Felony fraud record clouds adventurer’s past | NevadaAppeal.com

Felony fraud record clouds adventurer’s past

Teya Vitu

Adventure traveler Gordon Hunsucker, who is organizing a disaster relief trip to Mozambique, was convicted in1995 of nine counts of felony securities fraud in Colorado after a failed effort to raise money to build a casino.

Hunsucker acknowledged the conviction Thursday. He offered assurances that his past legal problems play no role in his current fund-raising drive for $125,000 to pay for the Mozambique mission set to leave Reno on Monday.

Funds being raised for the Mozambique relief trip are being handled by the Evergreen Church of Christ in Evergreen, Colo.

Hunsucker was sentenced to four years in prison following a grand jury indictment in Golden, Colo. He was under the supervision of the Colorado Department of Corrections from February 1996 to December 1998, but he said he spent only five months in custody at a labor camp.

“I’m not trying to hide anything,” Hunsucker said. “This is something that happened because of a lack of knowledge. I didn’t get any of the money. I was convicted for failing to tell investors that there was a risk in investing. Colorado is one of the few states with a law like that. I didn’t even know I was violating the law.”

Hunsucker next week intends to take a few dozen volunteers from Northern Nevada, Denver and Boston to Mozambique to set up medical clinics and distribute relief items in the flood-striken African nation.

Some of the five Carson City residents who have signed up to join Hunsucker on the Mozambique trip were reconsidering upon hearing of Hunsucker’s felony convictions.

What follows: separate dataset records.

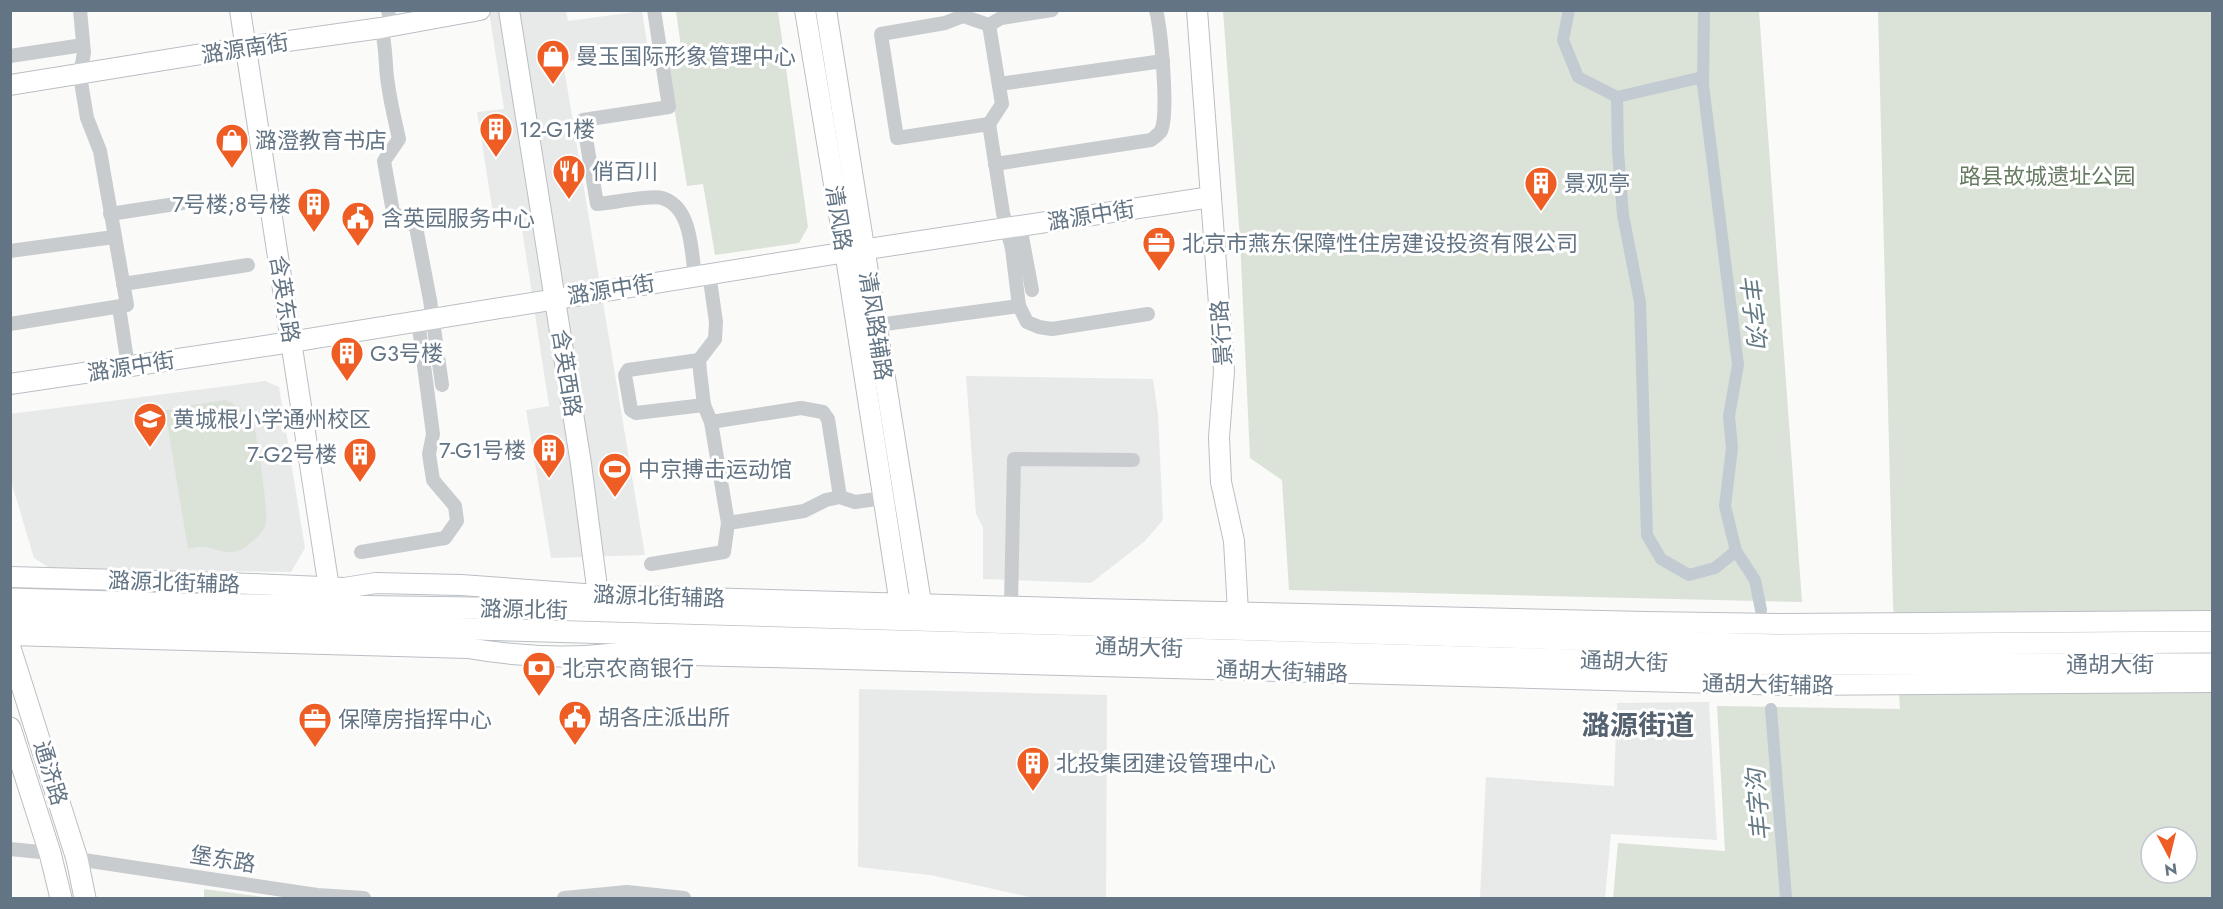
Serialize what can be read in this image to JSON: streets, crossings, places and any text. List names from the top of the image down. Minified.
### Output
{"streets":{"main road":["潞源北街","通胡大街","通济路"],"street":["潞源南街","潞源中街","清风路","含英东路","清风路辅路","景行路","含英西路","潞源北街辅路","通胡大街辅路","堡东路"]},"crossings":[["潞源南街","含英东路"],["潞源中街","清风路"],["潞源中街","含英东路"],["潞源中街","清风路辅路"],["潞源中街","景行路"],["潞源中街","含英西路"],["清风路","清风路辅路"],["清风路","潞源北街辅路"],["清风路","潞源北街"],["含英东路","潞源北街辅路"],["清风路辅路","潞源北街辅路"],["清风路辅路","潞源北街"],["景行路","潞源北街辅路"],["景行路","通胡大街"],["含英西路","潞源北街辅路"],["潞源北街辅路","潞源北街"],["潞源北街辅路","通胡大街"],["潞源北街","通胡大街"],["潞源北街","通胡大街辅路"],["通胡大街","通胡大街辅路"],["通济路","堡东路"]],"districts":["潞源街道"],"water":["丰字沟"],"parks":["路县故城遗址公园"],"places":{"shop":["曼玉国际形象管理中心","潞澄教育书店"],"building":["12-G1楼","景观亭","7号楼;8号楼","G3号楼","7-G1号楼","7-G2号楼","北投集团建设管理中心"],"restaurant":["俏百川"],"public building":["含英园服务中心","胡各庄派出所"],"office":["北京市燕东保障性住房建设投资有限公司","保障房指挥中心"],"school or university":["黄城根小学通州校区"],"sports":["中京搏击运动馆"],"bank":["北京农商银行"]},"north":"bottom"}
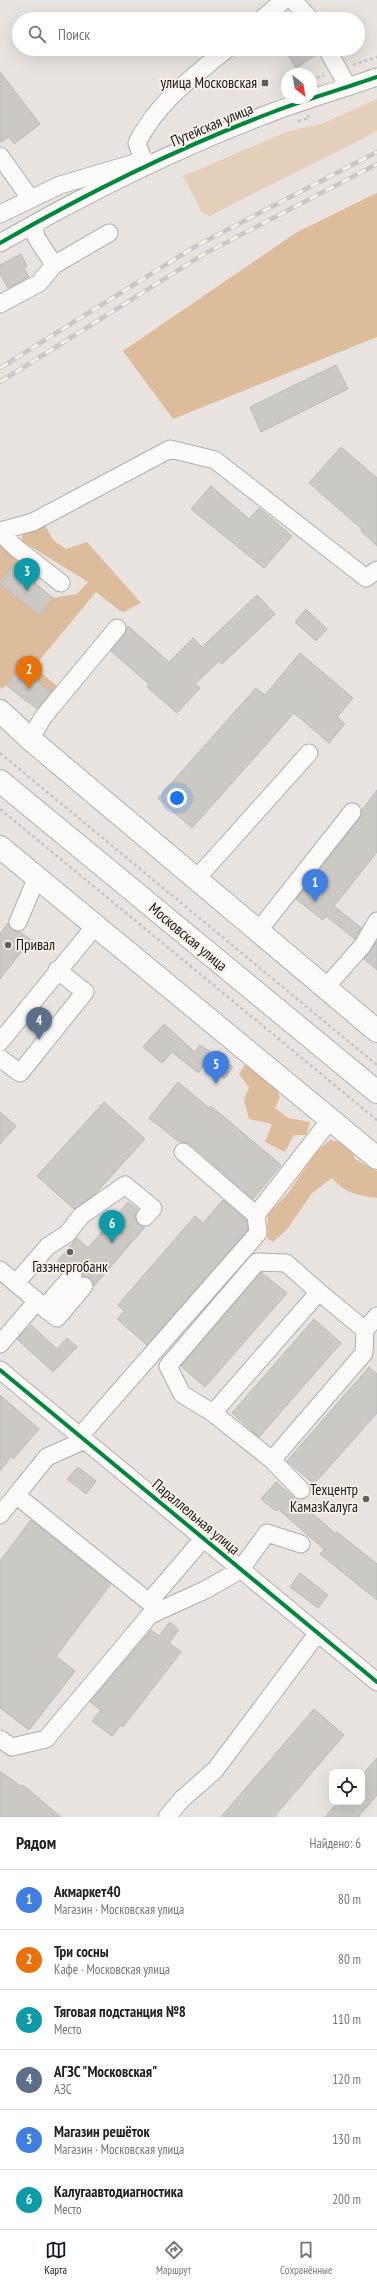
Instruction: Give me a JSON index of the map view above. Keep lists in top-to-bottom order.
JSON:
{
  "streets": {
    "main road": ["Московская улица"],
    "street": ["Путейская улица", "Параллельная улица"]
  },
  "places": {
    "transit": ["улица Московская"],
    "other": ["Привал", "Газэнергобанк", "Техцентр КамазКалуга"]
  },
  "north": "bottom right",
  "page": {
    "search": "Поиск",
    "pins": [
      "3",
      "2",
      "1",
      "4",
      "5",
      "6"
    ],
    "heading": ["Рядом", "Найдено: 6"],
    "list": [
      {
        "mark": "1",
        "name": "Акмаркет40",
        "note": "Магазин · Московская улица",
        "value": "80 m"
      },
      {
        "mark": "2",
        "name": "Три сосны",
        "note": "Кафе · Московская улица",
        "value": "80 m"
      },
      {
        "mark": "3",
        "name": "Тяговая подстанция №8",
        "note": "Место",
        "value": "110 m"
      },
      {
        "mark": "4",
        "name": "АГЗС \"Московская\"",
        "note": "АЗС",
        "value": "120 m"
      },
      {
        "mark": "5",
        "name": "Магазин решёток",
        "note": "Магазин · Московская улица",
        "value": "130 m"
      },
      {
        "mark": "6",
        "name": "Калугаавтодиагностика",
        "note": "Место",
        "value": "200 m"
      }
    ],
    "nav": ["Карта", "Маршрут", "Сохранённые"]
  }
}
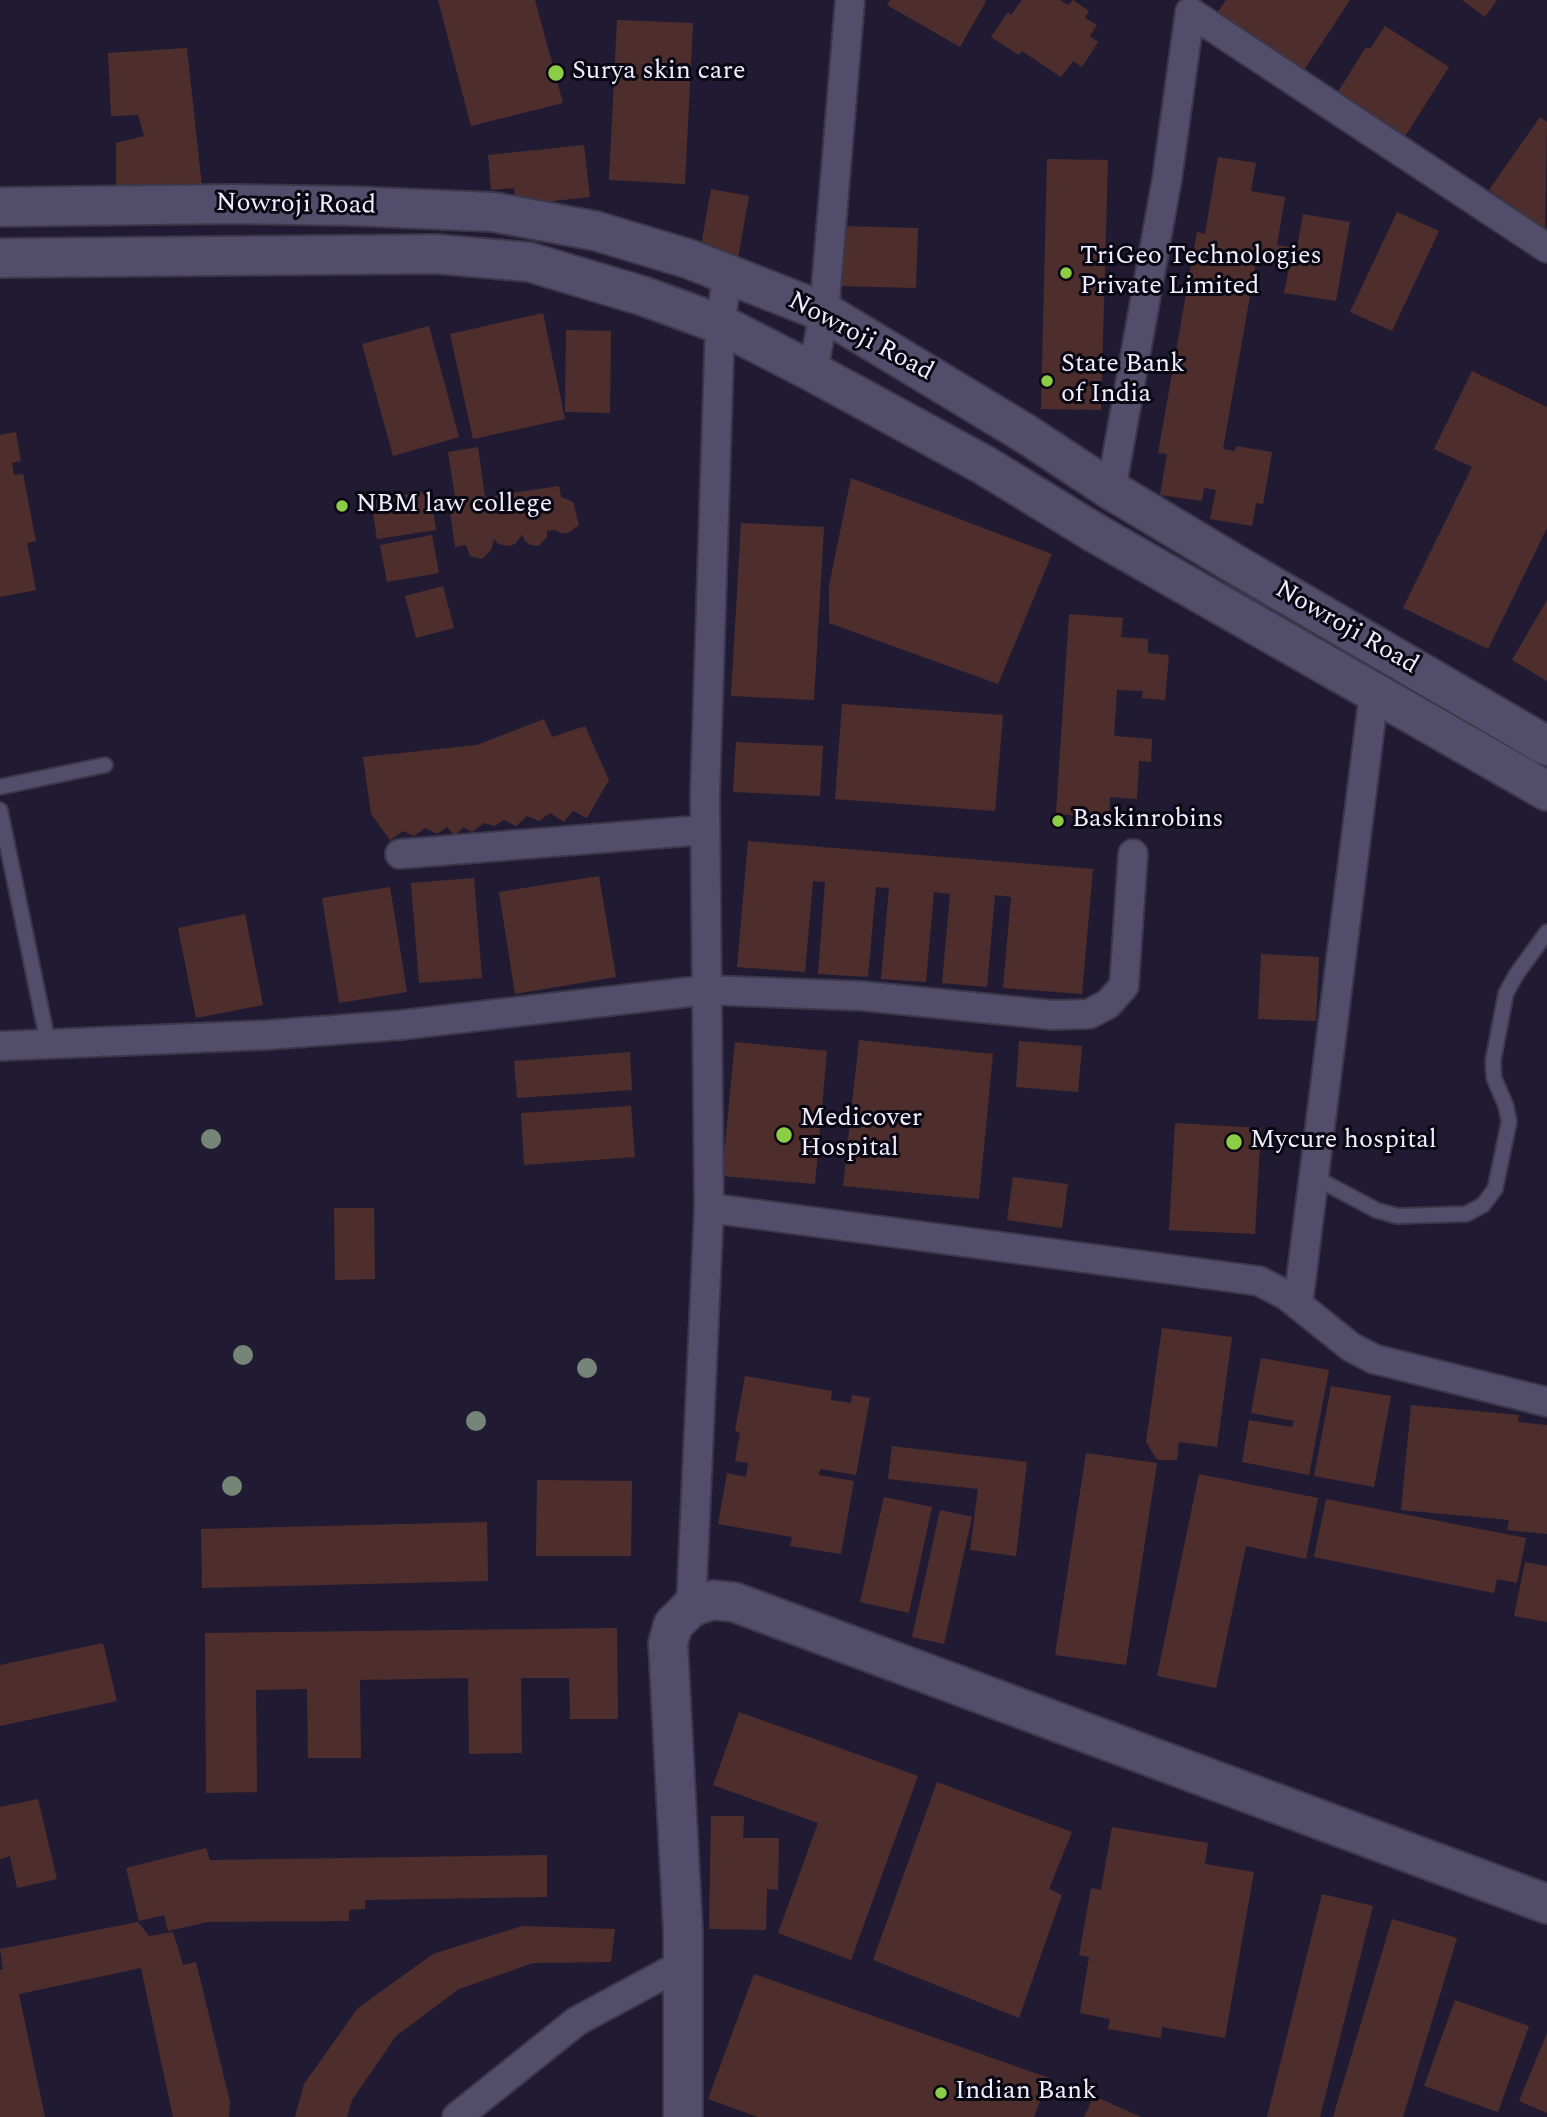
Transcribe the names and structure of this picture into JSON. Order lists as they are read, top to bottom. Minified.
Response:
{"streets":{"street":["Nowroji Road"]},"places":["Surya skin care","TriGeo Technologies Private Limited","State Bank of India","NBM law college","Baskinrobins","Medicover Hospital","Mycure hospital","Indian Bank"]}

Hunsucker’s failed casino in Black Hawk, Colo., cost nine investors $361,000, according to the grand jury indictment filed in Jefferson County District Court. The indictment also included a bounced check in the amount of $50,417 – one count of fraud by check.

The investments were in the amounts of $30,000, $123,080, $25,000, $50,000, $15,000, $10,000, $50,000 and $38,000, according to the indictment.

Hunsucker sought the investments for preliminary work while seeking a large loan for the casino construction itself.

“We had a lease property in Black Hawk. I was in charge,” Hunsucker said. “We had received a commitment of $13 million from a lender. This lender turned out being fictitious. It’s nothing more than that.”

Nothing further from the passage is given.